TASK DETAILS:
Scan the listing below for the word "button", then copy each line that has it.
--- START ---
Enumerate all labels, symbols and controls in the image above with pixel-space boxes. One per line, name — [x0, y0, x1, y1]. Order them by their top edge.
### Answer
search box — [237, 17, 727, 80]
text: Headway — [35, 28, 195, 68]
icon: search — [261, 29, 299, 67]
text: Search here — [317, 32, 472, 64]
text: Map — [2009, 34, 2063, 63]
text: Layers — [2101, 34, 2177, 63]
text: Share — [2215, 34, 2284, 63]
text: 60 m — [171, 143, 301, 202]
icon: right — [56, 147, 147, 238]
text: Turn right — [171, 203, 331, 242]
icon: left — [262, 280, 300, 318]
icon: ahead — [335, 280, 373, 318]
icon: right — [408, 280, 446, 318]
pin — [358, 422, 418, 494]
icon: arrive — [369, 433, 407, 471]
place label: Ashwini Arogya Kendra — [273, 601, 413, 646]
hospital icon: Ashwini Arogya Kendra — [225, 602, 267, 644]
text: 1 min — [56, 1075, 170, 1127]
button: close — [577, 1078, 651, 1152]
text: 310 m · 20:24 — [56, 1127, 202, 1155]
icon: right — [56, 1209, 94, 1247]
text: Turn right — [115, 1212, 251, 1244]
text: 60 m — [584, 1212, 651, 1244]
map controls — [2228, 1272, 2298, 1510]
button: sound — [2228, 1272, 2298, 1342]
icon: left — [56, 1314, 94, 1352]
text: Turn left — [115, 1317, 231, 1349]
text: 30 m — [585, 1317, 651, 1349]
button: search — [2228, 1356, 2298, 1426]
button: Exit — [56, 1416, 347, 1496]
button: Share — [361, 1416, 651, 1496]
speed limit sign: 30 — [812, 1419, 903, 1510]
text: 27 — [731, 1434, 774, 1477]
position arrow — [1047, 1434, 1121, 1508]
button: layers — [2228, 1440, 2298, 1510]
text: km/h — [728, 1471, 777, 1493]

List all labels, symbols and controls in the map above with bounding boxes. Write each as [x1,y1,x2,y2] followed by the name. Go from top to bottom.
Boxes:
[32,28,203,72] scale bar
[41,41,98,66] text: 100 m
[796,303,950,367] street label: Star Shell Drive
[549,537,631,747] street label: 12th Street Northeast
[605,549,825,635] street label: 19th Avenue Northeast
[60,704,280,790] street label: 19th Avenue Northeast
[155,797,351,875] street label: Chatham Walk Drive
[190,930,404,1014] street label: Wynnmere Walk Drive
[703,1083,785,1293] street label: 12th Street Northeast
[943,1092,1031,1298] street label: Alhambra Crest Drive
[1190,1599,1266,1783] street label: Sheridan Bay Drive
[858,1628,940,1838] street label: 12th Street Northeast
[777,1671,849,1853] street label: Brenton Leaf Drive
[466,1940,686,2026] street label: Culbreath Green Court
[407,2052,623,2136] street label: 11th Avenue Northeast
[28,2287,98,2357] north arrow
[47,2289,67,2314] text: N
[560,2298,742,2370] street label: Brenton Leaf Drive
--- END ---
SOLUTION TO THIS PROBLEM:
button: close — [577, 1078, 651, 1152]
button: sound — [2228, 1272, 2298, 1342]
button: search — [2228, 1356, 2298, 1426]
button: Exit — [56, 1416, 347, 1496]
button: Share — [361, 1416, 651, 1496]
button: layers — [2228, 1440, 2298, 1510]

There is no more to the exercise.